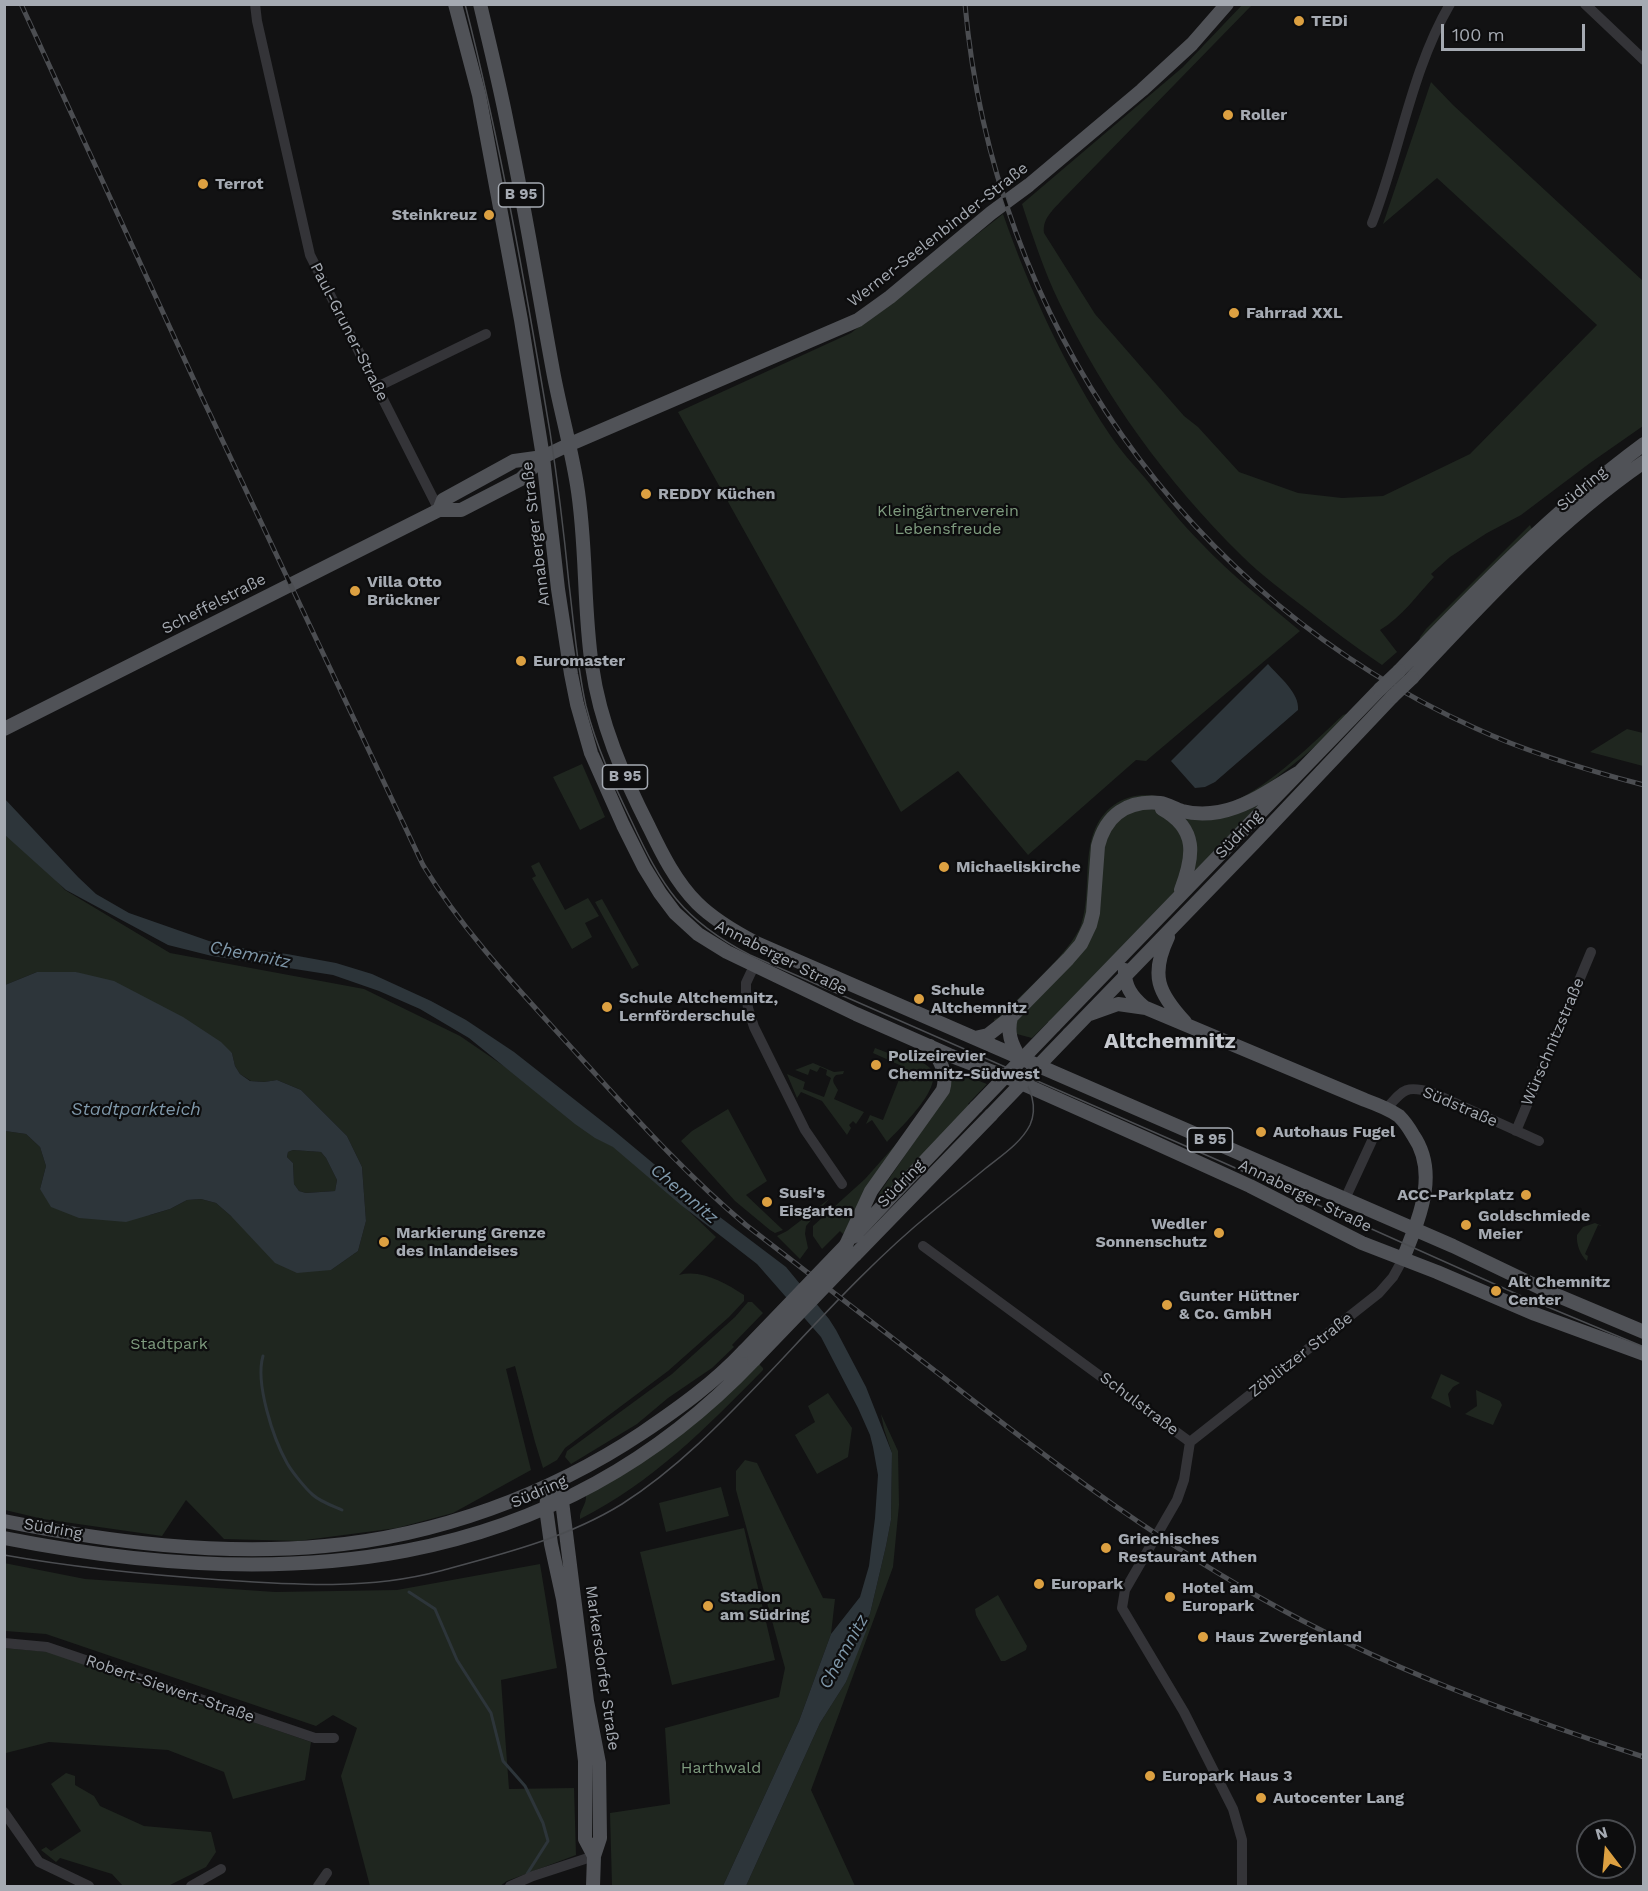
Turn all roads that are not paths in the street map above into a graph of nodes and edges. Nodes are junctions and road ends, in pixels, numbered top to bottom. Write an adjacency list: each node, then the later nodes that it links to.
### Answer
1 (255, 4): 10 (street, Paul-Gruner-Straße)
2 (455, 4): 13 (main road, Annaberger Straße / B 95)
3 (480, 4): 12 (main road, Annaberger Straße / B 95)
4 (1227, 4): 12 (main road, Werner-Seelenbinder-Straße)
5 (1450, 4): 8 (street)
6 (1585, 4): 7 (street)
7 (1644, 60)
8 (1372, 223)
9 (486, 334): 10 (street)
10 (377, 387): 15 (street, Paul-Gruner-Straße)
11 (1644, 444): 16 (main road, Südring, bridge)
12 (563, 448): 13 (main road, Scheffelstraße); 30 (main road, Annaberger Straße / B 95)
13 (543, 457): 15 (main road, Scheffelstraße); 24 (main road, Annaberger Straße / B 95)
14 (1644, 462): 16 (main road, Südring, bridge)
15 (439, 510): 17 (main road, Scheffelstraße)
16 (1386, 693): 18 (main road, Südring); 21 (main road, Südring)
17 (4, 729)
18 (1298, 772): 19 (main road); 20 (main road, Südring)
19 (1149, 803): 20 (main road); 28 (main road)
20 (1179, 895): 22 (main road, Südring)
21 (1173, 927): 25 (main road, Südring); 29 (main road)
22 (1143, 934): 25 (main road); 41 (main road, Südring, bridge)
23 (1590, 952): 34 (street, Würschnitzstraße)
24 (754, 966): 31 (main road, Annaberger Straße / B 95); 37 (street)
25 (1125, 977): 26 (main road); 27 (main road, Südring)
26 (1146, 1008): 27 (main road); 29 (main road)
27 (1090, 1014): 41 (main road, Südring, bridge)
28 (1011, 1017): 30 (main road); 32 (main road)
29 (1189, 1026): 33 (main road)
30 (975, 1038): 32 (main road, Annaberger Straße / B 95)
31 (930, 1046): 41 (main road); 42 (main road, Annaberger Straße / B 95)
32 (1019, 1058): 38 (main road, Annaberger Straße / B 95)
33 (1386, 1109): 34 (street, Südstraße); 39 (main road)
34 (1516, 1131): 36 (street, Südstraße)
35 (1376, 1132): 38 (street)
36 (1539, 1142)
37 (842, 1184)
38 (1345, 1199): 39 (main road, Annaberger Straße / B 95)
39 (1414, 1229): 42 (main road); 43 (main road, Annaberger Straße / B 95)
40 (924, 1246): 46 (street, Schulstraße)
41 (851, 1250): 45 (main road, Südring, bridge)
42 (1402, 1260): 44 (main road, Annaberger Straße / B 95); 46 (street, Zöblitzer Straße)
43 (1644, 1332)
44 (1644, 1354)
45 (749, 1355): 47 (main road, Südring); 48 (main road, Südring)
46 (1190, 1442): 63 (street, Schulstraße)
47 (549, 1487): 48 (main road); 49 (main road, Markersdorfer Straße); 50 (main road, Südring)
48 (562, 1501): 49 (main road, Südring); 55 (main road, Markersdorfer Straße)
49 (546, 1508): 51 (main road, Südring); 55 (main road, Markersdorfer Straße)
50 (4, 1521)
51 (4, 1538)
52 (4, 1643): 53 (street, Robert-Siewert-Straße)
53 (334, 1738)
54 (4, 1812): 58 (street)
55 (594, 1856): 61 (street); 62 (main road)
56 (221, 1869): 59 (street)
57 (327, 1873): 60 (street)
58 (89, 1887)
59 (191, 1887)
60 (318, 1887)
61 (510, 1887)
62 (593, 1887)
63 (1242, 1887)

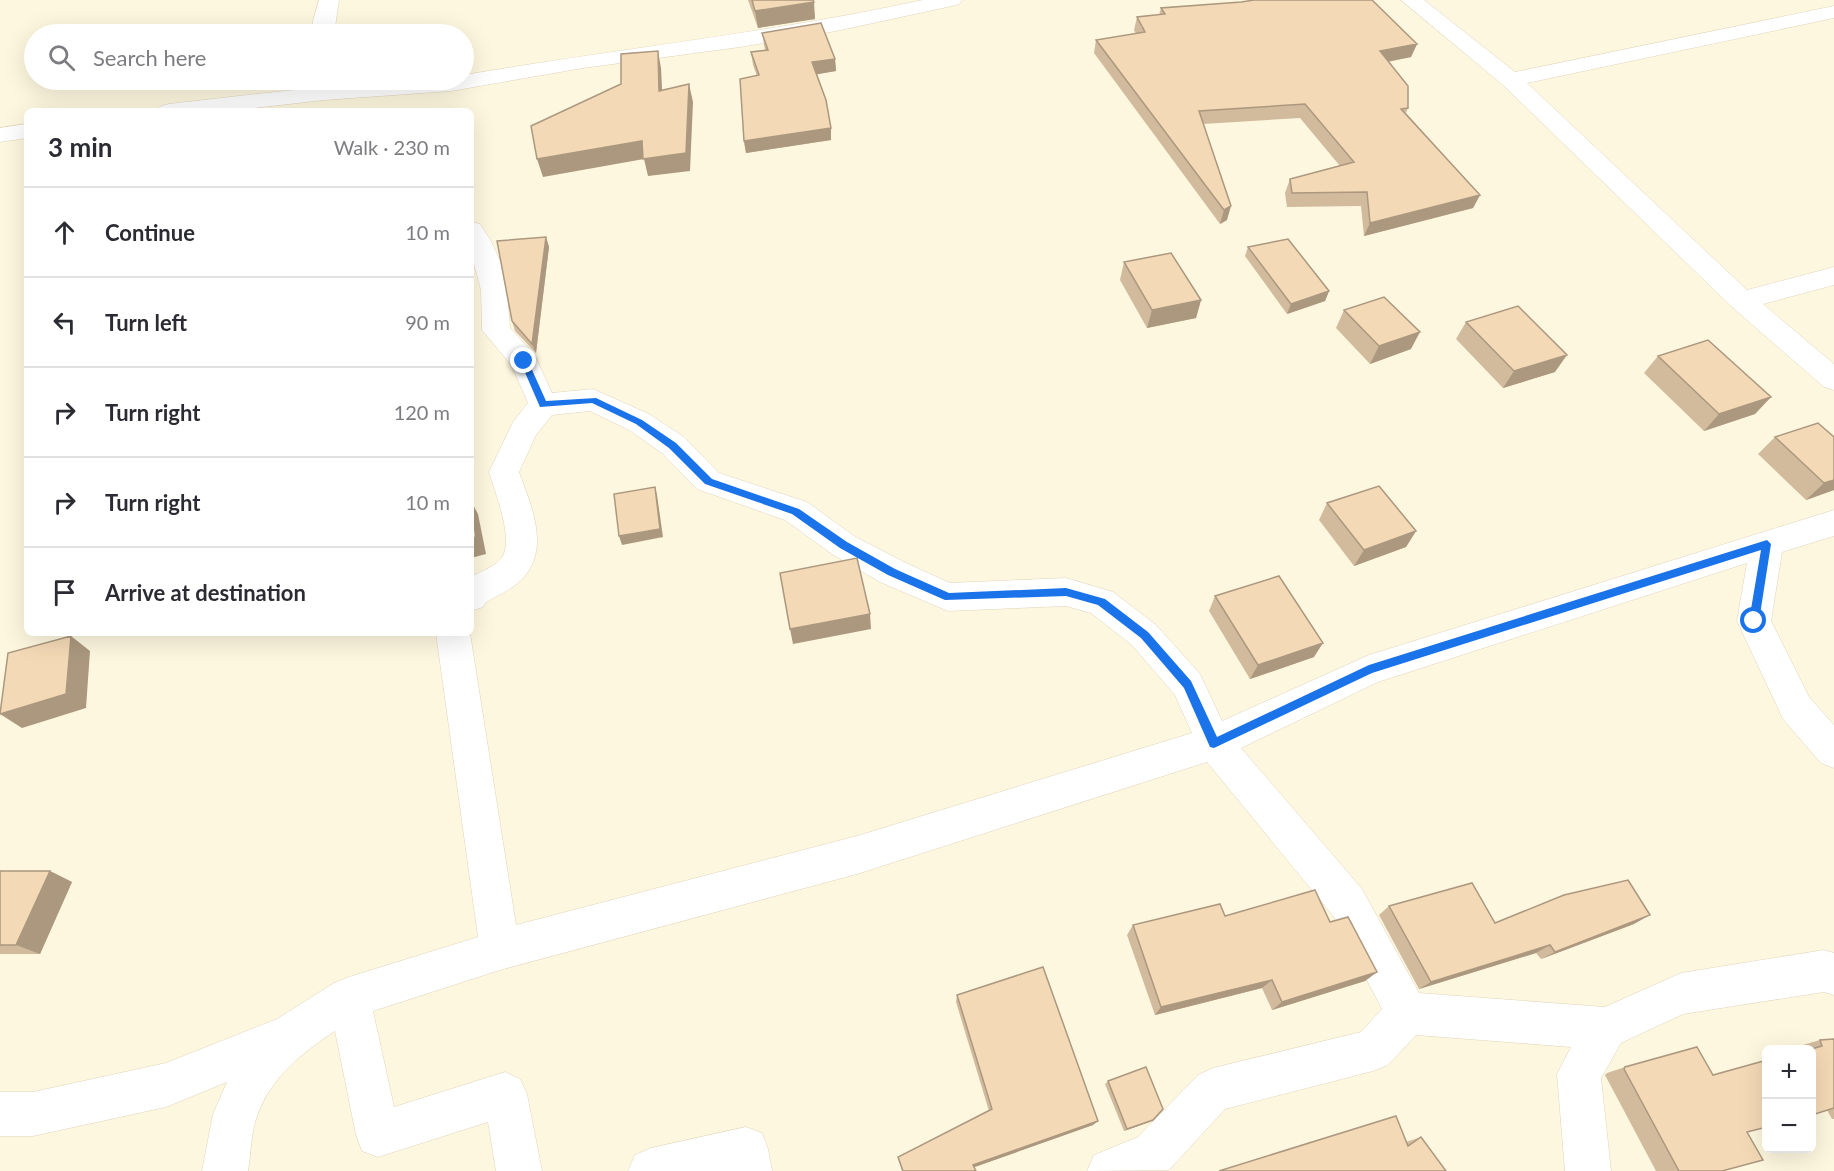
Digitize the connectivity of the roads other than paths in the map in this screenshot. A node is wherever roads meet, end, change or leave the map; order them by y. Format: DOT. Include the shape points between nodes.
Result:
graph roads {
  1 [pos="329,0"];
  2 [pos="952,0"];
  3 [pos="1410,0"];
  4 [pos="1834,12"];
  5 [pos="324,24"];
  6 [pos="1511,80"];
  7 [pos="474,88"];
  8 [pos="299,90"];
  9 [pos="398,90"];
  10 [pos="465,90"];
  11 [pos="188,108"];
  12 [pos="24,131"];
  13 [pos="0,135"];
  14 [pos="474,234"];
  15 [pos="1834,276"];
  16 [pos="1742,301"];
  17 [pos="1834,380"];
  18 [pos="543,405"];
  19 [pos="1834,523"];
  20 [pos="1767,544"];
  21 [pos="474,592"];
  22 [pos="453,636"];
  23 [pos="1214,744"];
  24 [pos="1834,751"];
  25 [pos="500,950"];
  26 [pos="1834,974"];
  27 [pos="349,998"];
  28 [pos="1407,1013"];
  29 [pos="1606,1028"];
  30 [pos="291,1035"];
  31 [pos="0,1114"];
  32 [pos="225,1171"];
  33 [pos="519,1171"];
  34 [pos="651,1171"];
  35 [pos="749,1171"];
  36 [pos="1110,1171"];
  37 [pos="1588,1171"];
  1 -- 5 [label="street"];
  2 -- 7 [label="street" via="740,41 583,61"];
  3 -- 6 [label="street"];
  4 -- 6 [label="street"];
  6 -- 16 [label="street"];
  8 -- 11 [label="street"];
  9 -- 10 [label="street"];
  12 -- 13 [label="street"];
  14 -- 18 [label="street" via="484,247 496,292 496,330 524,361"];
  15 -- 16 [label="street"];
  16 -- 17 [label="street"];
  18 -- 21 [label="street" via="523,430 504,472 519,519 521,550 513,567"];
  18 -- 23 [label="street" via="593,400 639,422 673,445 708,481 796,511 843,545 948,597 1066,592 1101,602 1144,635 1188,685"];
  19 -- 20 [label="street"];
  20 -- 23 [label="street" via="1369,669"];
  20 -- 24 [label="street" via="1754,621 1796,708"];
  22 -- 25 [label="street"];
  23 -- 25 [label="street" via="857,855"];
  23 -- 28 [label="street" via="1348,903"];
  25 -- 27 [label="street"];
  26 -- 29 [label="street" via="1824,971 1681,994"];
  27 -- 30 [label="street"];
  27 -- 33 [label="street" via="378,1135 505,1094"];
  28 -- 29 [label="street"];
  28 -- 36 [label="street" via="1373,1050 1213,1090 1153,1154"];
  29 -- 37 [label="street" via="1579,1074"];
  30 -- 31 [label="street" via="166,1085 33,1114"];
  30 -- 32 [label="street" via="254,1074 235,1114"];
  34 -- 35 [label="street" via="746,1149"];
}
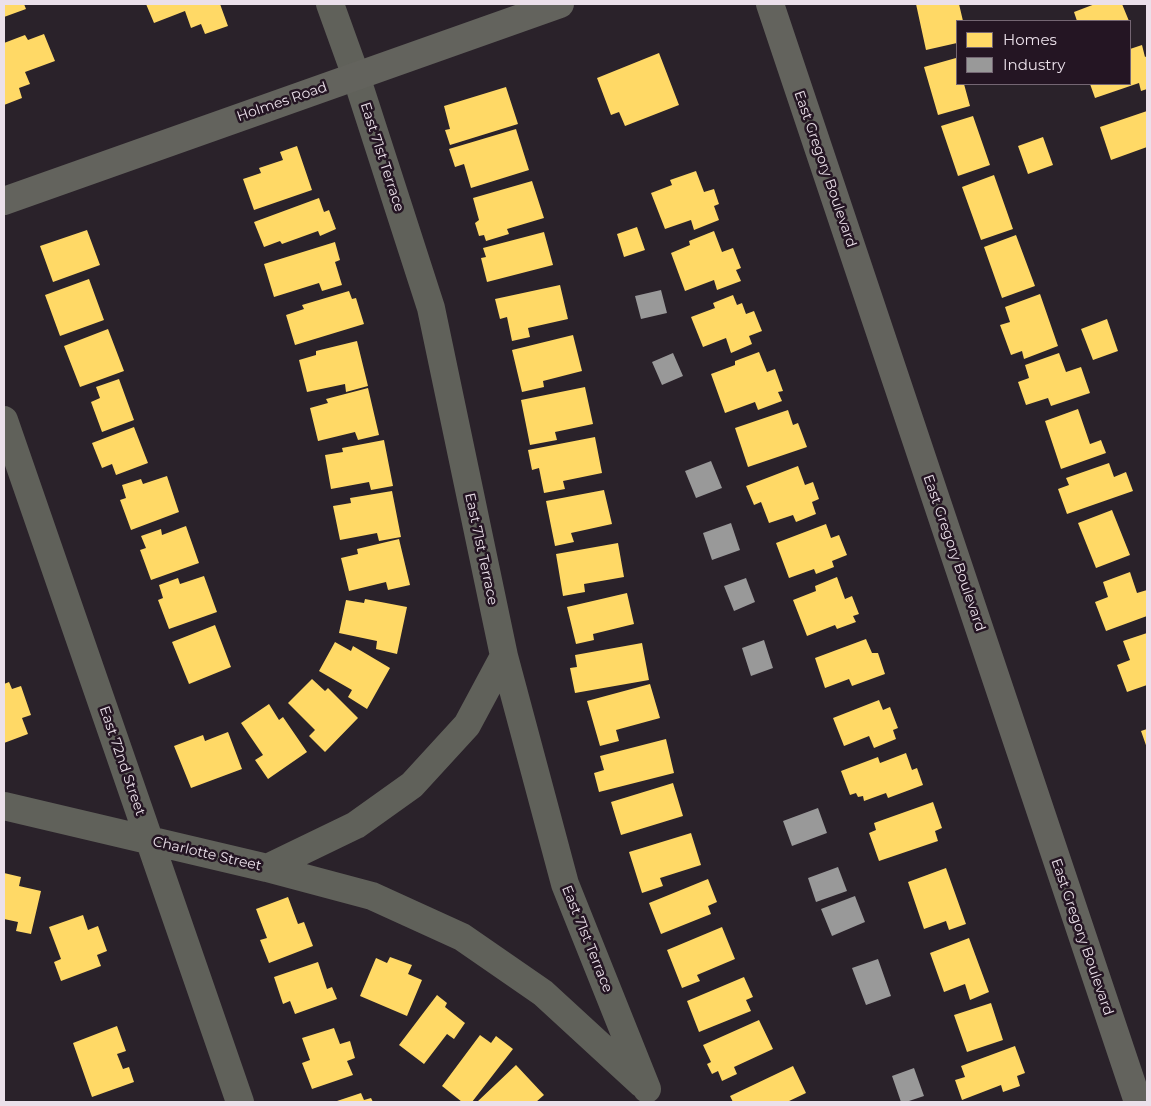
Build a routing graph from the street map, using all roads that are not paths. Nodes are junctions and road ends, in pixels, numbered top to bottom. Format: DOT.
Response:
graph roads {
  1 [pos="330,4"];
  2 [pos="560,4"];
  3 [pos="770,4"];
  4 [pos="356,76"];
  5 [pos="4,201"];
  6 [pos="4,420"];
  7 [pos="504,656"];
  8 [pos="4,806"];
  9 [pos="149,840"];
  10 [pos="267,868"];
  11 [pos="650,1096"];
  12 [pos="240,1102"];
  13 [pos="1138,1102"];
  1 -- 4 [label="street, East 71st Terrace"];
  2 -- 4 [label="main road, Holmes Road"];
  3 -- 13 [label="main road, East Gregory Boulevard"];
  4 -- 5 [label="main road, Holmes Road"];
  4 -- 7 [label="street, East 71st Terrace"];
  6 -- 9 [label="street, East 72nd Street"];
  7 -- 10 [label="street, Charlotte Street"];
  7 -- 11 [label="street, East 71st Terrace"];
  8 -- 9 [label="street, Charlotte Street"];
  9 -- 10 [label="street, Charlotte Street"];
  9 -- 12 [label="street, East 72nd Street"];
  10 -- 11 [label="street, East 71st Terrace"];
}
- - -
→ **EXERCISE**:
The total is all that is wanted here: please count the lines of the material that contain the word "roads".

→ **THE COMPLETED TASK**:
5